An exact restatement is required. Cover only the lines of the records from the first through the line with "index mcp: (853, 1037)", and skip pictures.

[Stored items from a collection]

◇ ◇ ◇

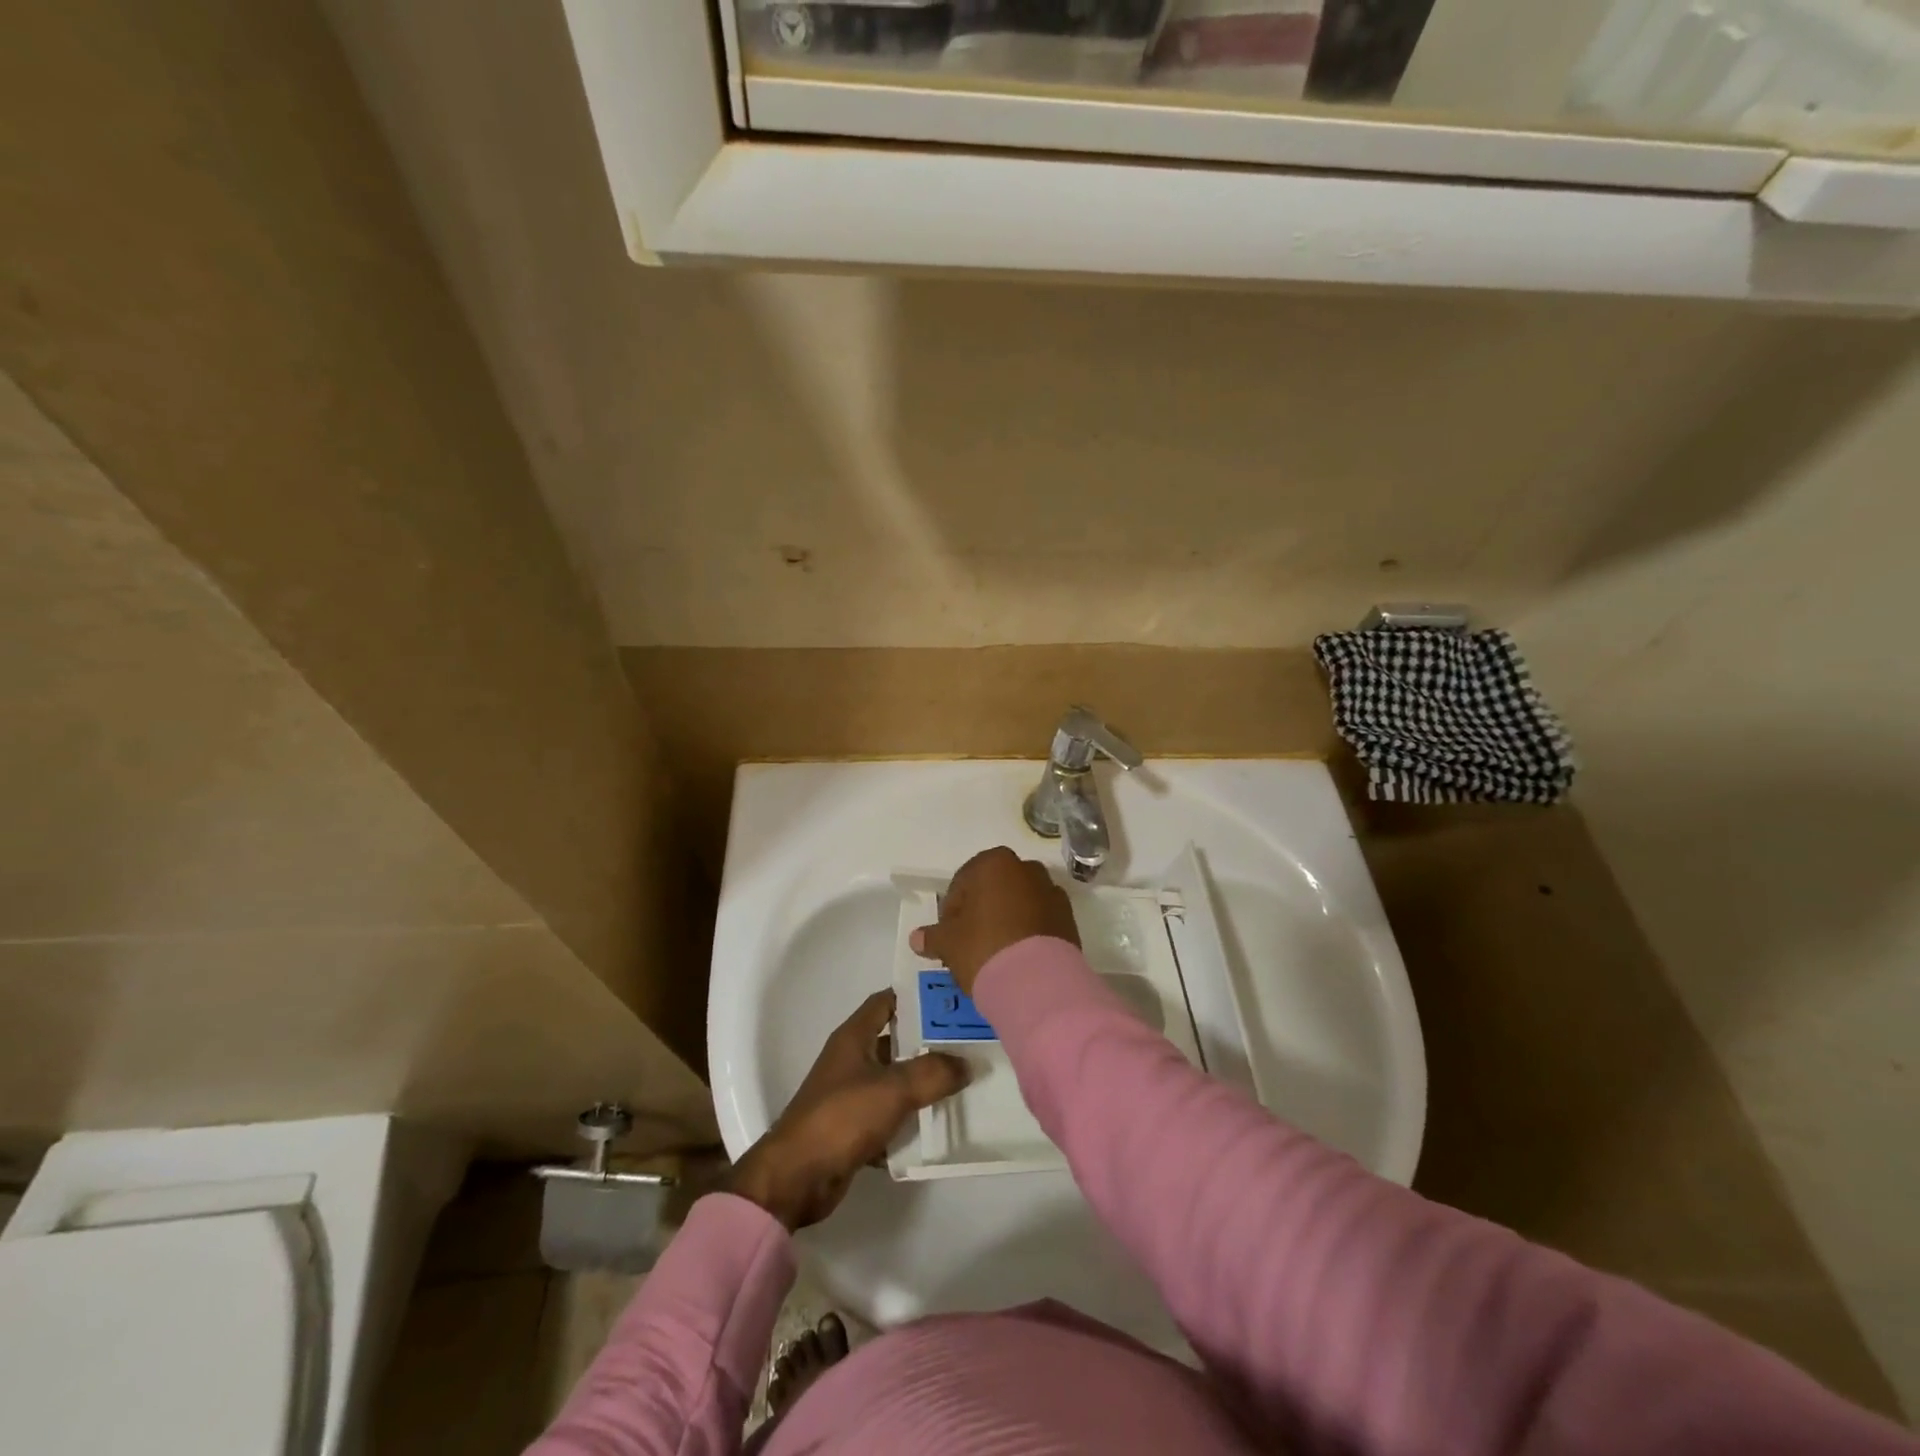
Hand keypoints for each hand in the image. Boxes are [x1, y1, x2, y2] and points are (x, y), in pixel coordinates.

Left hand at [725, 991, 968, 1229]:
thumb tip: (967, 1064)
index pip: (886, 1001)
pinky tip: (937, 1125)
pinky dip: (909, 1119)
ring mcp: (850, 1094)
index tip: (950, 999)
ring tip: (961, 1082)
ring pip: (893, 1080)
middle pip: (895, 1041)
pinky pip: (888, 1115)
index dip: (916, 997)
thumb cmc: (842, 1117)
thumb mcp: (893, 1089)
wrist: (797, 1177)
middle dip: (928, 1042)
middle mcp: (850, 1060)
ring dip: (921, 1082)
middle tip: (967, 1043)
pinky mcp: (852, 1128)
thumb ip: (933, 1073)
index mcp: (853, 1037)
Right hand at [909, 845, 1079, 996]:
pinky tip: (1018, 958)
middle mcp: (1026, 869)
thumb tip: (917, 938)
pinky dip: (1029, 932)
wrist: (1037, 982)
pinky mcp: (1068, 918)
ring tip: (996, 953)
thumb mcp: (948, 943)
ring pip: (1020, 903)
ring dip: (1007, 920)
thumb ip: (932, 936)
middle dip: (982, 911)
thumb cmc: (984, 948)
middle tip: (970, 943)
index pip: (963, 882)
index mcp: (994, 863)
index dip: (952, 910)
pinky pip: (1040, 920)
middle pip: (994, 889)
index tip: (949, 935)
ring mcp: (1052, 892)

◇ ◇ ◇

RESPONSE FOR THIS EXERCISE:
Hand keypoints for each hand in the image. Boxes are [x1, y1, x2, y2] and points are (x, y), in pixel coordinates.

Left hand at [725, 991, 968, 1229]:
thumb tip: (967, 1064)
index pip: (886, 1001)
pinky tip: (937, 1125)
pinky dip: (909, 1119)
ring mcp: (850, 1094)
index tip: (950, 999)
ring tip: (961, 1082)
ring pip: (893, 1080)
middle pip: (895, 1041)
pinky pip: (888, 1115)
index dip: (916, 997)
thumb cmc: (842, 1117)
thumb mcp: (893, 1089)
wrist: (797, 1177)
middle dip: (928, 1042)
middle mcp: (850, 1060)
ring dip: (921, 1082)
middle tip: (967, 1043)
pinky mcp: (852, 1128)
thumb ip: (933, 1073)
index mcp: (853, 1037)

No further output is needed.